Abriu abril

Crônica da Semana
Esta crônica é patrocinada pela Poetas & tal creperia (Parque Cesamar, varanda da Casa da Cultura – Palmas-TO)

Abriu abril
Osmar Casagrande
Abril começou encantado. Muitos novos amigos, entre os quais, Ana Isabel Friedlander e Geovana Lima (SESC) e a poeta Suzana Vargas (vide Estação das Letras, Rio de Janeiro) e convivas no projeto Letras em Ação. Quanto à literatura, as rodas de bate-papo engajado trataram de Clarice Lispector, figura em destaque na semana, por conta da instalação de Ney Paiva, que a instalou no dia primeiro de abril, para começar o mês com toda a verdade enigmática própria de Clarice. Revisitados lances da vida de Clarice, sua estada em Belém do Pará, sua temporada na Itália, seus poemas. Sim, poemas.

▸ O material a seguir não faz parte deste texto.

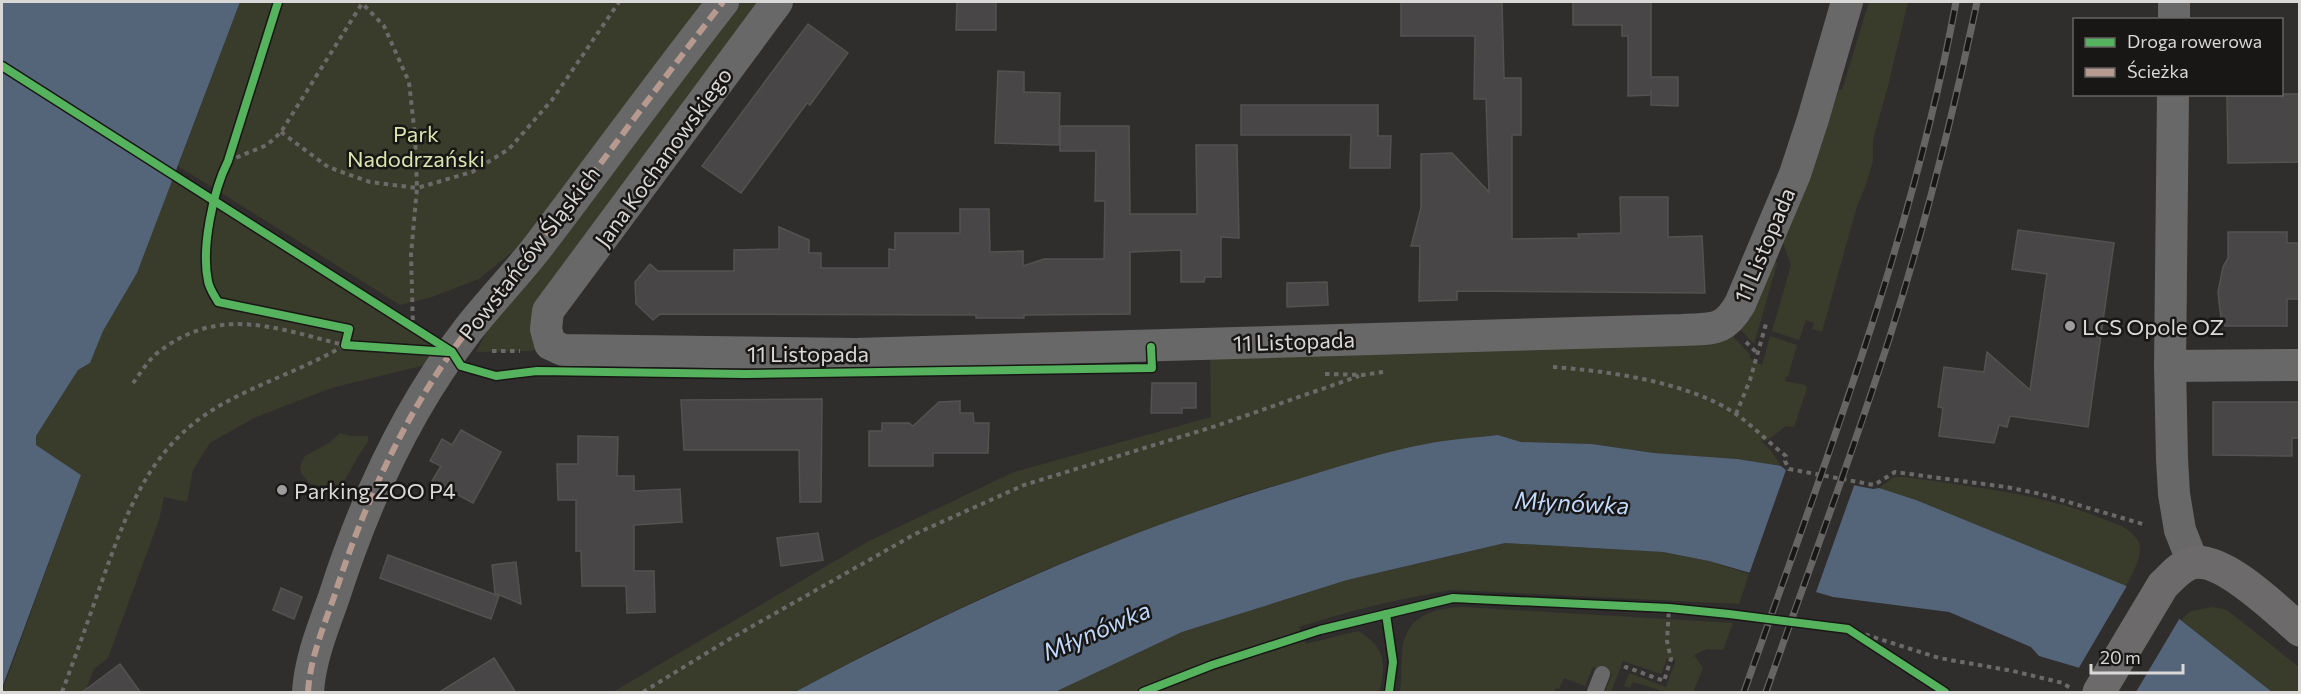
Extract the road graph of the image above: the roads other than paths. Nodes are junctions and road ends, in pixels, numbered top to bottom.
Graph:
1 (723, 2) edge
2 (777, 2) edge
3 (1847, 2) edge
4 (2174, 2) edge
5 (2174, 18) edge
6 (2173, 96) edge
7 (548, 311) joint
8 (2300, 365) edge
9 (2170, 366) junction
10 (2193, 563) junction
11 (2300, 630) edge
12 (1602, 674) dead end
13 (308, 693) edge
14 (1594, 693) edge
15 (2099, 693) edge

1 - 13 street, Powstańców Śląskich
2 - 7 street, Jana Kochanowskiego
3 - 7 street, 11 Listopada
4 - 5 street
6 - 9 street
8 - 9 street
9 - 10 street
10 - 11 street
10 - 15 street
12 - 14 lane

No pé da palavra, Almecides Pereira, nosso confrade na APL, realizou palestra sobre sua patronesse, Aldenora Correa, a qual desenvolveu seus trabalhos no então norte de Goiás, no campo da Educação. O trabalho de Almecides nos trouxe valiosas informações sobre aquela poeta que, como tantos escritores no Brasil, morrem na memória de seu próprio povo. Almecides, elegendo Aldenora Correa como sua patronesse, contribui em muito para o resgate de figura de rara inteligência e vigor de ação.
A palestra de Almecides transcorreu na normalidade, salvo por um momento em que um dos confrades presentes atacou, com a gula característica com que se atacam os crepes da Chef Izilda, um Cordel. Nada de assombroso aconteceu, mas o crac-crac da massa finíssima e crocante ao se quebrar, deu um certo tom de “ai, que vontade!” em muita gente.
Edson Cabral e Casagrande funcionando fulltime, fecharam a programação para abril e maio, sendo que a de abril, que já foi publicada, sofreu alteração, já que os dois malucos (os citados Edson e Casagrande) resolveram, no devaneio entre um crepe e um gole de café, inserir uma acontecência especial, em homenagem à língua espanhola (festejada aos 23 de abril) e farão, sobre a obra de Miguel de Cervantes, Don Quijote de la Mancha, o nosso amado Dom Quixote, um momento especial, embasado no realismo fantástico.
A novidade no menu da Poetas & tal é que o crepe “Poesia de Páscoa”, criado especialmente para aquele período, continuará no cardápio por insistência do público. Não é para menos. Confira a composição da delícia: Massa crocante, creme de avelã com chocolate, wafer de chocolate em cubos, castanha-do-pará e coroando a obra de arte, uma irresistível mousse de limão! Na linha das delícias, Casagrande aproveitou a presença de uma família de nisseis e amigos para compor um tom especial em um novo sabor de crepe. Trata-se do Hai Kai, ainda em gestação. Apreciadores da comida oriental, se liguem.
O clima geral na Poetas & tal se traduz na face dos comensais quando, além das delícias do gosto e do olfato, regiamente tratados pelos crepes, sucos e café (no domingo foi degustado o primeiro chá na Poetas & tal!), é o encantamento com os poemas que o anfitrião destila ali, ao vivo e a cores, com as tintas próprias da emoção. No mais, até a próxima.